You’ve seen Keeping Up with the Kardashians, Kourtney and Kim Take Kyoto, and Kylie and Kendall Klarify Kommunications Kontracts, but the latest Kardashian show might take a step away from reality. Yes, Kartoon Kardashians could be on the way. According to TMZ, an animated cartoon is the next Kardashian television property we can expect: the gossip website reports that Kris Jenner saw Harvey Weinstein’s L.A. production company earlier this month for a pitch meeting.

It’s easy to imagine the dramas the animated counterparts of the Kardashians might have: arguments over who gets the last clear plastic salad bowl? Moral dilemmas over whether or not to wear something other than Balenciaga to a high profile fashion event? Outrage over the perceived betrayals committed by their artisanal baker?

If this gives you déjà vu, it might be because of a video that went viral over a year ago made using The Sims: a blisteringly accurate parody of Keeping Up with the Kardashians that sees the three sisters have a melodramatic argument about soda.

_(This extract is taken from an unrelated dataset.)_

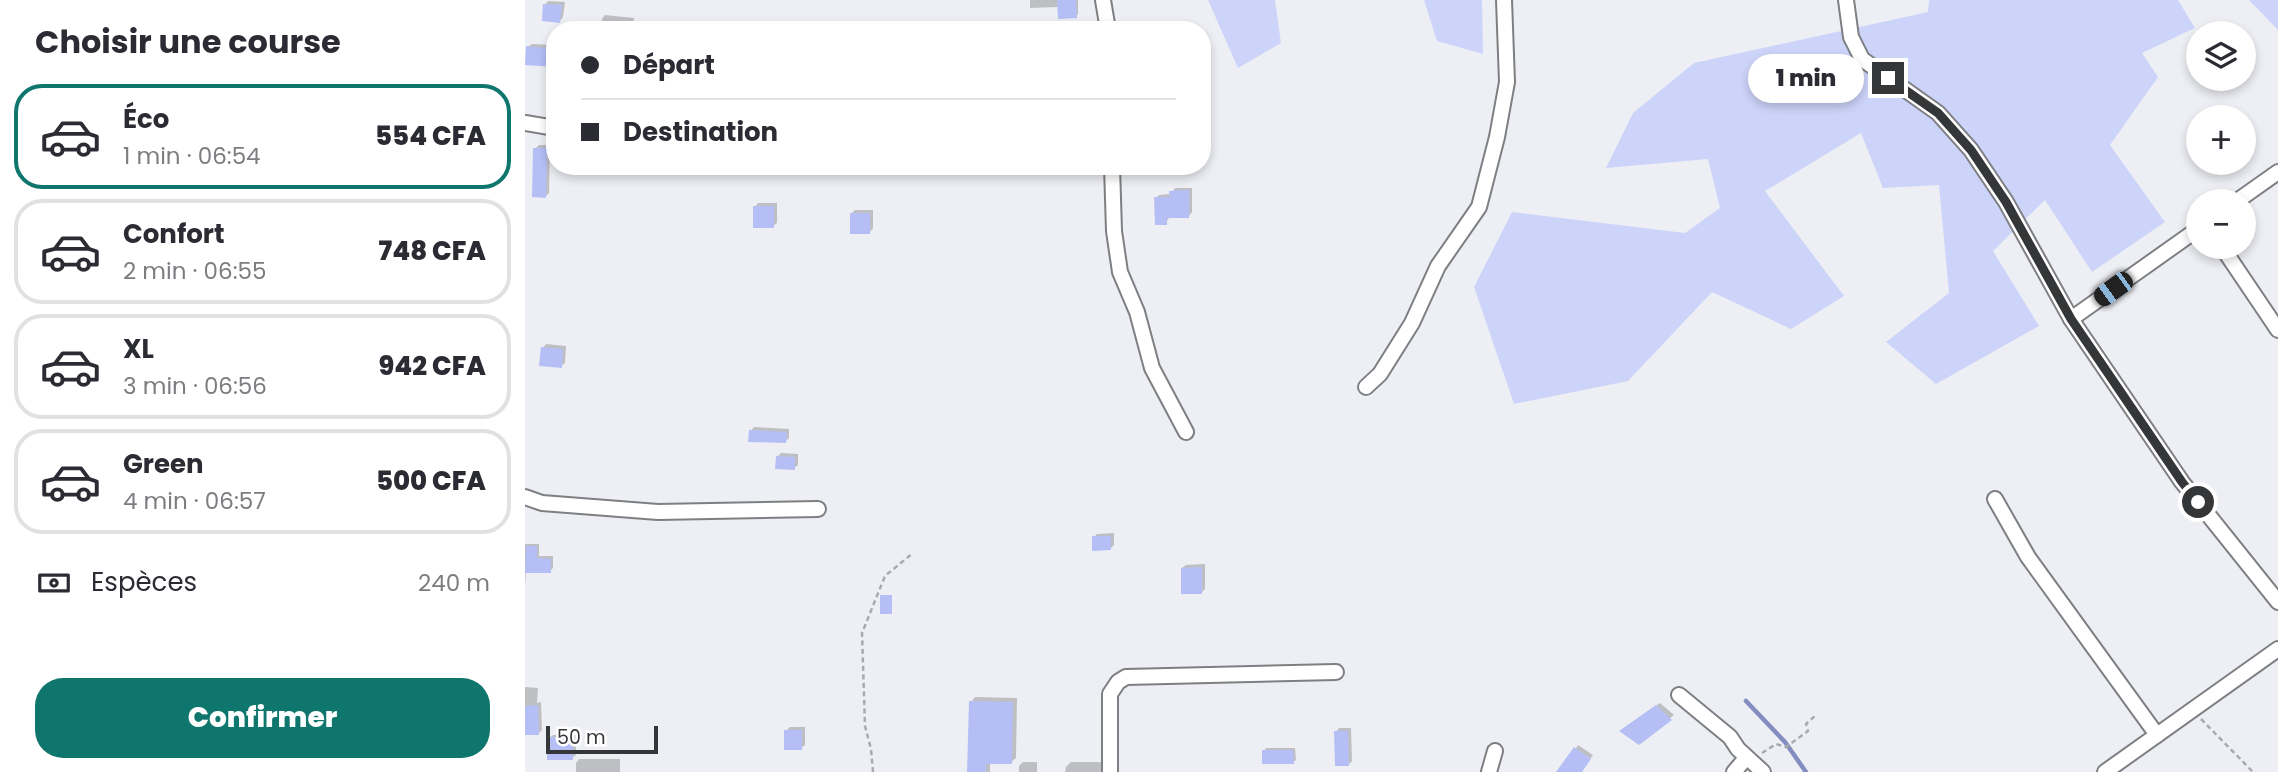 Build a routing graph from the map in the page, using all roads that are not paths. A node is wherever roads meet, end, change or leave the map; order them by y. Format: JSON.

It’s hysterical because it clings onto the characteristics of the show: scenes opening with utter banalities, sudden dramatic music coinciding with close-ups of each family member’s expressions, a bizarre number of shots of people who aren’t speaking, present tense confessionals, Kim’s ability to do an emotional 0-60, and Kourtney’s monotonous delivery.

But if the Kardashians, both as a reality TV show and celebrity figures, are ripe for ridicule, no one is more aware of it than the family themselves. They’ve shared teasing memes and posted their own self-referential jokes on their social channels, while Kim’s Kimoji app turned mocking viral pictures into self-depreciating in-jokes for her fans. And the show itself has a level of self-awareness often misinterpreted as earnestness - how else could this moment of pure cinema have made it to screen?

The Kardashians are their own greatest satirists, and they’ve perfected the art of making fun of themselves before anyone else can. So there’s a good chance that this new cartoon won’t be a million miles away from “Soda Drama”. It might even be brilliant.

Anna Leszkiewicz is a pop culture writer at the New Statesman.